Today President Roberto Micheletti told the foreign ministers of the OAS that "there is no way to stop the elections" of next November 29 in Honduras.
The November presidential election and will be held unless "we're invaded" Micheletti ratified to representatives of the OAS at a meeting held in Casa Presidencial.
Some OAS countries have said they will not recognize the winner of the elections if Manuel Zelaya is not previously restored to the presidency.
Micheletti reaffirmed his position not to leave office unless Zelaya also desists from his demand to be restored to power.
"If I'm an obstacle to the return of peace to the country I will step aside, but I demand that this man that has caused the biggest disaster to the economy and the country's morale also step aside," he said.
Micheletti reiterated that he will only leave the presidency if there is another constitutional succession, passing the presidency to the current president of Congress, Jose Alfredo Saavedra.
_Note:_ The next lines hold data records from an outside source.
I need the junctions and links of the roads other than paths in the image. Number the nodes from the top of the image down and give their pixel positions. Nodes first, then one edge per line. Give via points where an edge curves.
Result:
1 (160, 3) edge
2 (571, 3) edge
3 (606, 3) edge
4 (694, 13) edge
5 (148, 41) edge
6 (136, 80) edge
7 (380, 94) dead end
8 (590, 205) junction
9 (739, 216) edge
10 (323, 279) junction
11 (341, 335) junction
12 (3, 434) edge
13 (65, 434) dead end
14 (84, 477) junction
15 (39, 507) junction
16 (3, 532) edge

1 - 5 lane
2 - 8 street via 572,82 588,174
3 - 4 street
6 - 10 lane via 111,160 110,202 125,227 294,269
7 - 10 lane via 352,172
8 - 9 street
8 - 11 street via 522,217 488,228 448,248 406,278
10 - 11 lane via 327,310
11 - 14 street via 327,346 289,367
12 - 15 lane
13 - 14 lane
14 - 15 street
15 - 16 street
Translated from El Heraldo.
First of all, it REALLY pisses me off when clueless, foolish, and/or ideologically-compromised foreigners who don't know sh_t about the Honduran situation refer to Roberto Micheletti as a "dictator." It's the exact opposite, asshats. President Micheletti is a stalwart and heroic advocate of Honduran democracy. His refusal to let Zelaya and Chavez interrupt the November elections is but a small portion of the evidence that exists of this.
Here we have President Micheletti suggesting a viable solution to the crisis: he (Micheletti) steps aside, Zelaya desists on his claim to the presidency, and a third person takes over the presidency until January 27, 2010 when the winner of the November elections will take power. This is a selfless "country first" solution that saves face and works within the framework of the Honduran Constitution. It's also a solution that Zelaya, pressured as he is by Hugo Chavez to deliver Honduras, has so far rejected. Maybe "Mel" will change his mind after a few more weeks holed up in that cramped Brazilian Embassy.
Zelaya's attitude clearly shows either (a) how little he cares for the Honduran people and the suffering this crisis is causing them or (b) how indebted (and therefore irremediably compromised) he is to Hugo Chavez that he is forced to press on with this absurd reinstatement spectacle despite the hardships it is causing his people. If I were a betting man, I would bet it's (b).